Но в тот же момент до неё дошло, достучалось, и на какое-то время слова паренька, как и собственная, незнакомая ей прежде невежливость, заставили её выйти из анабиоза, в который вогнала картина увиденного. И на самом деле, пока ехали, она не встретила никого из тех, кто раньше, так или иначе, обитал на краю их посёлка. Признаков жизни в отдельно раскиданных неподалёку домах, с которых начиналась старая застройка, тоже особенно не наблюдалось. Кладбище – она хорошо это помнила – отстояло от посёлка не так далеко, разместившись в открытой степи. Туда и указала ему, по объездной дороге, короткой, чтобы не через посёлок. Впрочем, того не ведала ещё Евгения Адольфовна, что истощившиеся в этих местах меднорудные залежи вскоре после того, как Цинки оставили Каражакал, сделались причиной всего, свидетелем чему она теперь стала. Но только получилось не сразу и не абы как. Сначала, как водится, элементарно ошиблись в геодезии, зондируя недра, и, базируясь на ошибочных данных, решили расширять разрез, для чего и было принято решение о перенесении кладбища, подпадавшего своим расположением под будущую вскрышу. Ну а после, когда разобрались окончательно и подсчитали, прикинув и сравнив расходы по транспортировке до ГОКа остатков руды с убытками по содержанию посёлка, то вопрос закрыли, насовсем. Кто успел – перетащил останки на другое место, кто не чухнулся, или же так об этом и не узнал, как Цинки, остался с тем, что им оставили: недавнее захоронение, не успевшее даже обратиться в прах, было погребено теперь под одним из отвалов пустой здешней породы.
Пока добирались до следующей точки, думала об отце. Только теперь Женя поняла, что именно увидел тогда Адольф Иванович, вернувшийся забирать остатки их семейного имущества. И что испытывал, когда, преодолевая себя, врал ей, что нашёл превосходное место неподалёку, уже после их переезда, для складирования творческого наследия. При этом давил из себя улыбку, не хотел её огорчать, не желал двойного ужаса, опрокинул беду лишь на себя. Она поняла это, и у неё сжалось сердце: от жалости к своему неприкаянному отцу, от своей же к нему любви и ещё от того, что за те годы, пока училась, живя отдельно, отстранилась от него, пускай и невольно, без всякого нехорошего расчёта, а просто по молодому недоумству, сложенному с вечной нехваткой свободного времени.
Следующий по очерёдности удар ждал её в том месте, куда Евгения Адольфовна намеревалась добраться и добралась-таки. Но только ни самого погоста, ни каких-либо признаков того, что он вообще когда-либо располагался на этом месте, не осталось. Посёлок, видневшийся неподалёку, казалось, всё ещё был, хотя и не чадил больше своей комбинатовской трубой.
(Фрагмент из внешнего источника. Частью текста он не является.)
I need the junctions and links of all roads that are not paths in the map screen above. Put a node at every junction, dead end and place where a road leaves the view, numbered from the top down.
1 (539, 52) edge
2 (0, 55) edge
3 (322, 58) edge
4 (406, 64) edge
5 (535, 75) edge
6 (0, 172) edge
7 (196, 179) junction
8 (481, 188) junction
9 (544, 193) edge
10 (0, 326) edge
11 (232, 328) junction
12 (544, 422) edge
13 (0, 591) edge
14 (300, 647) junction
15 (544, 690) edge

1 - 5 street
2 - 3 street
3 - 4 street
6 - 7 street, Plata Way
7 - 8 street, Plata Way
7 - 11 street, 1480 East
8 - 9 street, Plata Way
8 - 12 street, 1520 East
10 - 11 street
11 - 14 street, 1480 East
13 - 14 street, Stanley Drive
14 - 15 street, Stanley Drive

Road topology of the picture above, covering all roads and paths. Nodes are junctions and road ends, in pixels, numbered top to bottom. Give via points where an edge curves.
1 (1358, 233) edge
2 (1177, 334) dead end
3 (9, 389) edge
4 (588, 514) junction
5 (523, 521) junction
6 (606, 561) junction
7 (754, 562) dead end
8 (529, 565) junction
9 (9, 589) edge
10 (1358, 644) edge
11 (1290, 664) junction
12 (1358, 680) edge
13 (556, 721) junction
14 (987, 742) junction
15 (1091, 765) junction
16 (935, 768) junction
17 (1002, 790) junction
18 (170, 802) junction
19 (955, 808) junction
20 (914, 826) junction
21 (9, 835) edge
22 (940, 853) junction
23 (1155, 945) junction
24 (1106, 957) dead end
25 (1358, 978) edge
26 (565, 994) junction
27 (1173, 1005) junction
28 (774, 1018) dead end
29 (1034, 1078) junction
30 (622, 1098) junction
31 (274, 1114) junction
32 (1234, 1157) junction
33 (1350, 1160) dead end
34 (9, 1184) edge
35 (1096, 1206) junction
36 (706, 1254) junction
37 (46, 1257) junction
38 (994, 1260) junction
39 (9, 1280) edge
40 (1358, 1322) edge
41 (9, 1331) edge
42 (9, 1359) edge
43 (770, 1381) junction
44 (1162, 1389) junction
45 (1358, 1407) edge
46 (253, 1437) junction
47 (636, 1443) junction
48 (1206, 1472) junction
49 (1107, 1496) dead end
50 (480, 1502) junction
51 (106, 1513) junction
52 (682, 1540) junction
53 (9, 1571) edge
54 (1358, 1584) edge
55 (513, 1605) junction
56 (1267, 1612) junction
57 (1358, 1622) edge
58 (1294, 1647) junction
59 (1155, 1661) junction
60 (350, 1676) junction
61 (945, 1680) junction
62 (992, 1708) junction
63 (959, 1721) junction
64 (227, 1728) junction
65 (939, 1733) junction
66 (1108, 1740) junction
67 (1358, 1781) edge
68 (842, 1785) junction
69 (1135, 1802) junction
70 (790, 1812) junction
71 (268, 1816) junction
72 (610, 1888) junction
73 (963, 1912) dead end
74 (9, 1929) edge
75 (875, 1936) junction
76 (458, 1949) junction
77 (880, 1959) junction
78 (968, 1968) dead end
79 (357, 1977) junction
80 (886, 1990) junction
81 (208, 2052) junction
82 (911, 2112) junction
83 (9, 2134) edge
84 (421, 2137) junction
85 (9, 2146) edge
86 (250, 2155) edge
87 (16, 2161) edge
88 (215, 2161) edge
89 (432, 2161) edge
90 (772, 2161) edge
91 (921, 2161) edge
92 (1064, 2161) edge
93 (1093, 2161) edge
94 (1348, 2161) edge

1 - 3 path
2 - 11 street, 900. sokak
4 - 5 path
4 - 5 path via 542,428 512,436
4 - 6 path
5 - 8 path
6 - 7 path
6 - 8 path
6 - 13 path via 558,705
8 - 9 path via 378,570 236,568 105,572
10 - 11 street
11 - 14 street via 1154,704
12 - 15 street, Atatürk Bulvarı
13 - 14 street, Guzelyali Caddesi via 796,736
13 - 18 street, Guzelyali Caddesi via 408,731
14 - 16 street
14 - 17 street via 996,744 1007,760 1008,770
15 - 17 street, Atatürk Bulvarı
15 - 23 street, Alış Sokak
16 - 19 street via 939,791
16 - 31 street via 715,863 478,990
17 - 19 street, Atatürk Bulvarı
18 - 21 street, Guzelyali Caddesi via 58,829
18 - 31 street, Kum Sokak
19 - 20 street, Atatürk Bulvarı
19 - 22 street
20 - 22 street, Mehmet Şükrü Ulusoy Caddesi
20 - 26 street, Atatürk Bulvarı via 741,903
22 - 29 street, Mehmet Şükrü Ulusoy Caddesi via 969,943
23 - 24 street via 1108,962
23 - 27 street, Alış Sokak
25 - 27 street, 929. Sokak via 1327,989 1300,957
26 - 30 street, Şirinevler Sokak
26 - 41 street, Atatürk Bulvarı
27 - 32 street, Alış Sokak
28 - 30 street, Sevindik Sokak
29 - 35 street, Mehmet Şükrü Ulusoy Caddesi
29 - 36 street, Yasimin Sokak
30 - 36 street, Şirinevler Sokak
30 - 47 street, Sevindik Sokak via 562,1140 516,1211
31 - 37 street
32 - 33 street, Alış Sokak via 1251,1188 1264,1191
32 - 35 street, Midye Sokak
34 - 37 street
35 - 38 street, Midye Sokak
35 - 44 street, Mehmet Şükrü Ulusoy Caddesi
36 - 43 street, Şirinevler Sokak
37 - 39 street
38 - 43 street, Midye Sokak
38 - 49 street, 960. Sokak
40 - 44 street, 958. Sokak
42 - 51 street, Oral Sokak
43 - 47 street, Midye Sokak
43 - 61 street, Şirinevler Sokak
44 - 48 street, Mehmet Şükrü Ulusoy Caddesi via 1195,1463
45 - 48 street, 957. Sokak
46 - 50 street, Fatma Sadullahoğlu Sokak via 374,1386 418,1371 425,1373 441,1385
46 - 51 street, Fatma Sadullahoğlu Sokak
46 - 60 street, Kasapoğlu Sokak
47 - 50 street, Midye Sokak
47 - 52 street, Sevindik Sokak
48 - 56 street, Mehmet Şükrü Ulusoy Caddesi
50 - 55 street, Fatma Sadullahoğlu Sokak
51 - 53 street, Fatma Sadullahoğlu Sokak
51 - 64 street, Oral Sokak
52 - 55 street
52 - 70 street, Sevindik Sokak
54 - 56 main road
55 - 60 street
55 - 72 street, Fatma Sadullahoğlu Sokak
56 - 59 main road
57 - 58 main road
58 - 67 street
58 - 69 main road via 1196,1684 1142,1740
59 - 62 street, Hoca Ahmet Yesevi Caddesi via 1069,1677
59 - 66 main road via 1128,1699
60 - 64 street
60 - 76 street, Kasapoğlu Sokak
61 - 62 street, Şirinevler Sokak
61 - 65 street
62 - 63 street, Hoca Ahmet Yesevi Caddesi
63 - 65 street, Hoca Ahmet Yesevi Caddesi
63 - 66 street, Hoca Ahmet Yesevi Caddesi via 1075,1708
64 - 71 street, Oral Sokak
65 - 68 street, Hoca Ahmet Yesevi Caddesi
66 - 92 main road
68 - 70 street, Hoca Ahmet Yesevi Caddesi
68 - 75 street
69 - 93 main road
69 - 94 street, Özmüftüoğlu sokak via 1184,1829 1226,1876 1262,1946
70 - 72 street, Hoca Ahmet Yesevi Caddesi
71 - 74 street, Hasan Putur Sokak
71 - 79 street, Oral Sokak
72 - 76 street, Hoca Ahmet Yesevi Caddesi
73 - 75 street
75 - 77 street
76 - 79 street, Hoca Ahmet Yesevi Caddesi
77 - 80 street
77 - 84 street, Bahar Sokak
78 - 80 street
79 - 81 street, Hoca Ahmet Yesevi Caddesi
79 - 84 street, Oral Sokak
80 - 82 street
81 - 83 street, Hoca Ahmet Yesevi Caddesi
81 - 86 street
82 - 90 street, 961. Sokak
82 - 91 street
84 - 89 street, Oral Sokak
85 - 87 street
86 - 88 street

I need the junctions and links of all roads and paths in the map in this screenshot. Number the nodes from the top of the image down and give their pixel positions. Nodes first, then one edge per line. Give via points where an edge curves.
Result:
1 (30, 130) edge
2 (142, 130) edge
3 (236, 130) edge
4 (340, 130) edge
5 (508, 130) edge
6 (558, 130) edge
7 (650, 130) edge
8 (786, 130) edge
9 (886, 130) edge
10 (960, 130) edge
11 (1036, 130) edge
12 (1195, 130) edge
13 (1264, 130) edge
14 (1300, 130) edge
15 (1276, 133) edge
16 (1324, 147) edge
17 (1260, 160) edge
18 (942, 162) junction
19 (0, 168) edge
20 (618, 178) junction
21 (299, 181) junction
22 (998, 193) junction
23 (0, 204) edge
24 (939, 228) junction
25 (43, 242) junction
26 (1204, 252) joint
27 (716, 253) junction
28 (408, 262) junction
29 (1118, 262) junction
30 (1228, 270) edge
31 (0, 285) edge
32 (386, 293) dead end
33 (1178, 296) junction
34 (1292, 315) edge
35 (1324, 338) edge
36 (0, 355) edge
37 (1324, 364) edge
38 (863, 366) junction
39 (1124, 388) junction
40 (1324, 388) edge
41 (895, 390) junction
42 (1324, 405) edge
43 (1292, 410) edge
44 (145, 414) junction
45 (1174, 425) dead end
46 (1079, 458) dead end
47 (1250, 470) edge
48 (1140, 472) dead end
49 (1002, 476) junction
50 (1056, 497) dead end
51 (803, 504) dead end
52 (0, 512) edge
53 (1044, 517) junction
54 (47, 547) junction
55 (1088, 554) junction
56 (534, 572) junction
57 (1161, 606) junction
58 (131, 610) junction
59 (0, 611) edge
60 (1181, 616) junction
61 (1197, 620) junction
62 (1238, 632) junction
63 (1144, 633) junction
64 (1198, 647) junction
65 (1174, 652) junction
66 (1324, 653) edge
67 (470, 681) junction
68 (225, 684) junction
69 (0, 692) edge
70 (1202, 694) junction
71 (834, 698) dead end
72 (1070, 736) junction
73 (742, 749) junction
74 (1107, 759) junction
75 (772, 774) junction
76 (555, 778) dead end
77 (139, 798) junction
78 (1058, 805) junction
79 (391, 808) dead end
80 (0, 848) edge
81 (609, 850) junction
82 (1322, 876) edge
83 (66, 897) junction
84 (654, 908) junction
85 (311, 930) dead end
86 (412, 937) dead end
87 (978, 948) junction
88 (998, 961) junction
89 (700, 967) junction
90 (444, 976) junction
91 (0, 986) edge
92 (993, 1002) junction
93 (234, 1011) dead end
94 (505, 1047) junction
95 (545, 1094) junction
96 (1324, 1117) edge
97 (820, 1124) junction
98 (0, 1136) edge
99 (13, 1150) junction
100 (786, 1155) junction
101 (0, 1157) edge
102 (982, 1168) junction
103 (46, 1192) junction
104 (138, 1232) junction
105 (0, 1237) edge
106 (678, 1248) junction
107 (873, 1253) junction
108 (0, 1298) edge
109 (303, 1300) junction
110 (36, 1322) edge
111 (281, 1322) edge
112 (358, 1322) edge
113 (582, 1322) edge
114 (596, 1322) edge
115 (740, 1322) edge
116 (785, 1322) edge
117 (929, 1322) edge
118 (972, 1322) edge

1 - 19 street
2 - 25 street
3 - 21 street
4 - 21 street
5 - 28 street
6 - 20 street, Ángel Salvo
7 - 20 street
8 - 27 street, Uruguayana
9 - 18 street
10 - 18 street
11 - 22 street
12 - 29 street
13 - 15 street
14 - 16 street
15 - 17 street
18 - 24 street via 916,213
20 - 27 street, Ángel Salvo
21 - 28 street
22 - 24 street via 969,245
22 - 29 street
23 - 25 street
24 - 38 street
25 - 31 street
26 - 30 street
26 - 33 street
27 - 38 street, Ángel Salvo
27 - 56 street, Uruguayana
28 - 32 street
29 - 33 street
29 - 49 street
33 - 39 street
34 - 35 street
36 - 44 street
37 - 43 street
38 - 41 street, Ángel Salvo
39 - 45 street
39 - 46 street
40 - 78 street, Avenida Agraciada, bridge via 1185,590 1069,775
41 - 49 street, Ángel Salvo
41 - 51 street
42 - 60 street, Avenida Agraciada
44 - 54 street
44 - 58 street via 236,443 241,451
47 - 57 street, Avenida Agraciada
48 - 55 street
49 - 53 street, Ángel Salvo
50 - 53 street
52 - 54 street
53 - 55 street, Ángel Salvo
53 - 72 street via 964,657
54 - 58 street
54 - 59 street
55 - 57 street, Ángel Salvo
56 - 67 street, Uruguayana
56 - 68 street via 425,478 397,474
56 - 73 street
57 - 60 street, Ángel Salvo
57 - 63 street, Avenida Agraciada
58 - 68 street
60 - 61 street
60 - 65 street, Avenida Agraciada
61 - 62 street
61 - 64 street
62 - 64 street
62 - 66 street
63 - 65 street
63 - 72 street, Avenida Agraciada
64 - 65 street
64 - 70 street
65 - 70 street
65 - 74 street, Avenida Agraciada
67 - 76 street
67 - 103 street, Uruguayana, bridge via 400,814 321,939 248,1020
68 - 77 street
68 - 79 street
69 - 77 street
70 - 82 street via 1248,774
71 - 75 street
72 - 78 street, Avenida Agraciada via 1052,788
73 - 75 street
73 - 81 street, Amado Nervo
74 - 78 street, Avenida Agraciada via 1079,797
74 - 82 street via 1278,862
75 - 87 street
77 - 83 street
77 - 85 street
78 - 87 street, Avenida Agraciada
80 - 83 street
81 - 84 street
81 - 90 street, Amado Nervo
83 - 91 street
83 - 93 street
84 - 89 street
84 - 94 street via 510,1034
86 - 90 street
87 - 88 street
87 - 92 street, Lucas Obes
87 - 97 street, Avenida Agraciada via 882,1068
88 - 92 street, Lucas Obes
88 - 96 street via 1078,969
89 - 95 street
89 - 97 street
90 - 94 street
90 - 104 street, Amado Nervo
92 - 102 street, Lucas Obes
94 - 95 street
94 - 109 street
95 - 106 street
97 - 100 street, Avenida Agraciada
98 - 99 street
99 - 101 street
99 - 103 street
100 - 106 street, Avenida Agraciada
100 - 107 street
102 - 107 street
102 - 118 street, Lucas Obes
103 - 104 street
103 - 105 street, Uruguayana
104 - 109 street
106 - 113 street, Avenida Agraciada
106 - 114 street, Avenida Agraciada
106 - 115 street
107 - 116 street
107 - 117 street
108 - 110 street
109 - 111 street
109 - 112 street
Кладбище же исчезло, будто и не начиналось. На месте его, перекрывая собой бывшую топографию, тянулась карьерная вскрыша, тоже, как видно, начатая и брошенная. Всё. Больше ничего и нигде не было, кроме покалеченной степной почвы, разодранной вскрышным работами, местами где-то собранной в отвалы пустой породы, а местами переросшей в небольшие неровные холмы, уже успевшие затянуться репейником, тощим мхом и кое-где пятнами случайного для их местности степного карагана. Под ними, судя по всему, и догнивали не перезахороненные останки её деда, Ивана Карловича Цинка, русского сибиряка древних немецких кровей.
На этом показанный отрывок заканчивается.